Filter the lines below, keeping each one that holds "roads".

→ **Stored data**:

____

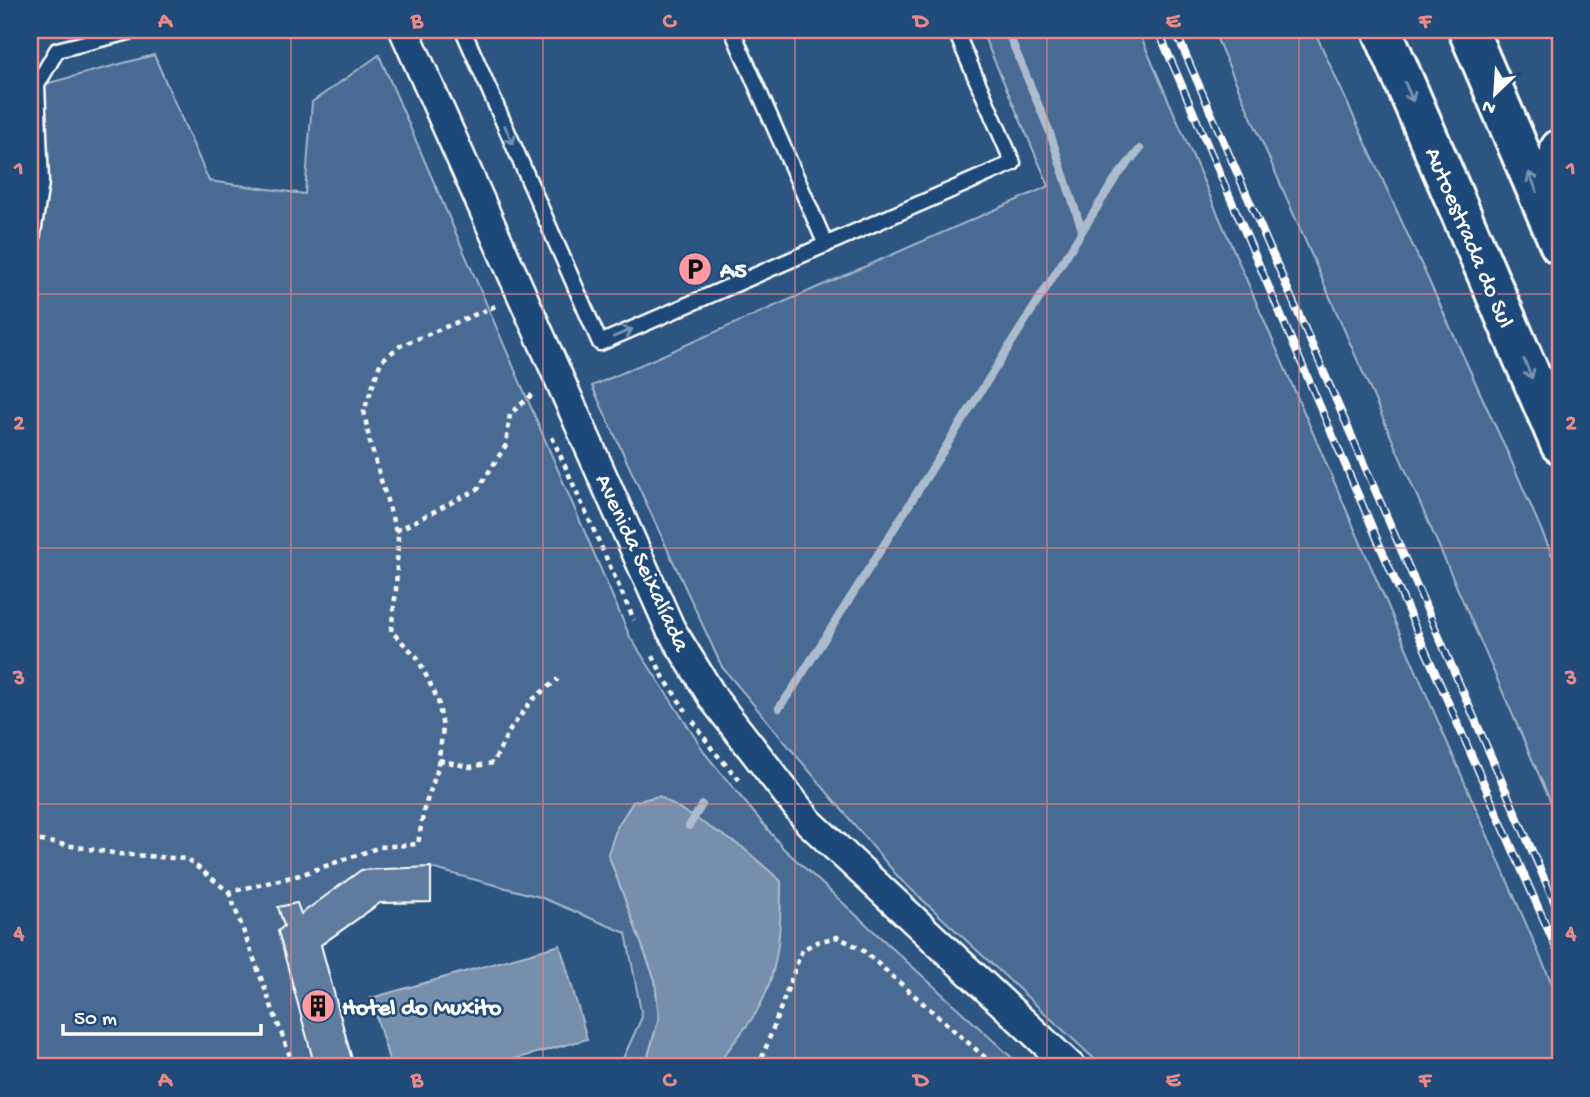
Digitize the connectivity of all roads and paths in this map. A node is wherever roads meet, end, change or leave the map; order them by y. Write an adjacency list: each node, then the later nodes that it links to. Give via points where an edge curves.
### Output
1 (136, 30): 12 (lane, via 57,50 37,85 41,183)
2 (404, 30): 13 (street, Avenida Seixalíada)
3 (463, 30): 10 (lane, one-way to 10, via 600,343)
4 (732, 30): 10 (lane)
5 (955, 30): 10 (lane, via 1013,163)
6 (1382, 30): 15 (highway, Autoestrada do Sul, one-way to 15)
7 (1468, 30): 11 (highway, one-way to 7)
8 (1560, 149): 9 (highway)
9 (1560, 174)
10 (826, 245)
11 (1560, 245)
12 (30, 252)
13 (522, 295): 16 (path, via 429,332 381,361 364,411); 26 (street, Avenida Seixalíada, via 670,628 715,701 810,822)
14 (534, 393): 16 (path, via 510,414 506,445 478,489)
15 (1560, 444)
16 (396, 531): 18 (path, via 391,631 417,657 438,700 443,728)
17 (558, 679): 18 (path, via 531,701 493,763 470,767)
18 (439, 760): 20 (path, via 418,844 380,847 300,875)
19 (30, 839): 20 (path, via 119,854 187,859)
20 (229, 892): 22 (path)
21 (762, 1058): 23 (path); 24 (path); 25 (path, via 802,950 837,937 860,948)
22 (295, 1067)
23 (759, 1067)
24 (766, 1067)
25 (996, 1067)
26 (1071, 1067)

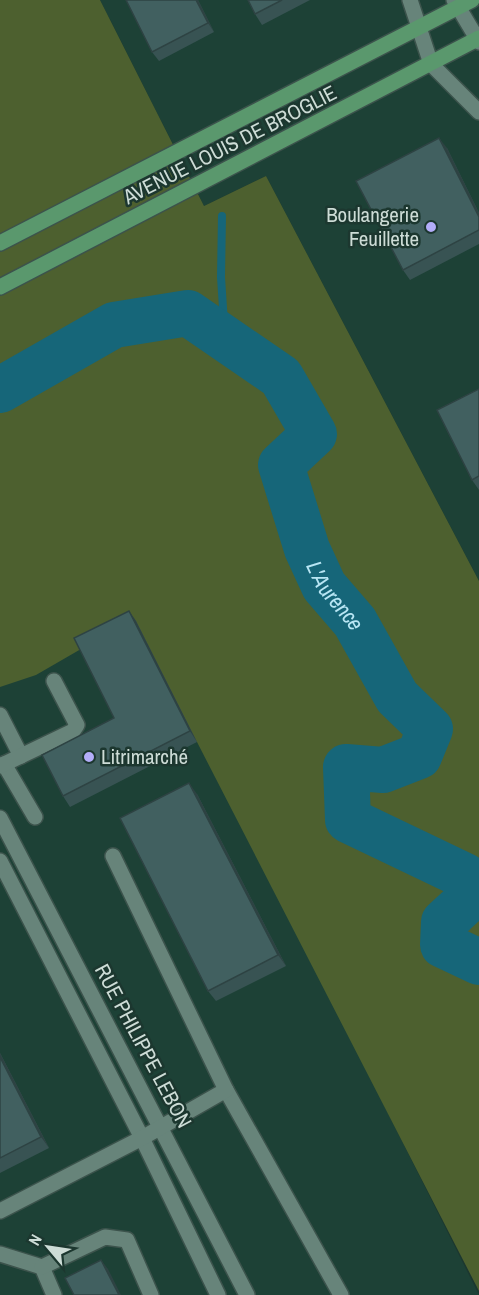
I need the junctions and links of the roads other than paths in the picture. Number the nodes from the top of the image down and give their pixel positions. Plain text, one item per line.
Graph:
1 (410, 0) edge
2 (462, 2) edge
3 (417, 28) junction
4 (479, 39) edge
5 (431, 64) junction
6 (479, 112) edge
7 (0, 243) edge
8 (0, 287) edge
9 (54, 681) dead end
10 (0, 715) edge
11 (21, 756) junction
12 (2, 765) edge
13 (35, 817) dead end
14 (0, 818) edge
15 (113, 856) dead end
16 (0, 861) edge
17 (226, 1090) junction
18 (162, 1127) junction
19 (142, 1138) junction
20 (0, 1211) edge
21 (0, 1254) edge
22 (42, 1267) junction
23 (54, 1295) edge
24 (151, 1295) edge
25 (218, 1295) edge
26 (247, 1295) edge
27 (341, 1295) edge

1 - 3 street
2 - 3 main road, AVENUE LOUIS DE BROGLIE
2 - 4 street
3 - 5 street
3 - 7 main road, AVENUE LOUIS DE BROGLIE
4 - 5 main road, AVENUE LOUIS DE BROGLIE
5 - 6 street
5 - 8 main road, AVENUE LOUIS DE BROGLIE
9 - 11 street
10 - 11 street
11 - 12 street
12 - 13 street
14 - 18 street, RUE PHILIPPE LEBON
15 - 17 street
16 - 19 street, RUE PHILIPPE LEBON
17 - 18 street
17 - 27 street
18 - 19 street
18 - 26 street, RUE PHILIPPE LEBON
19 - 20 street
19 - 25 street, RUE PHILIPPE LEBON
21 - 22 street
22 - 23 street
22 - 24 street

____

→ **Result**:
Digitize the connectivity of all roads and paths in this map. A node is wherever roads meet, end, change or leave the map; order them by y. Write an adjacency list: each node, then the later nodes that it links to. Give via points where an edge curves.
I need the junctions and links of the roads other than paths in the picture. Number the nodes from the top of the image down and give their pixel positions. Plain text, one item per line.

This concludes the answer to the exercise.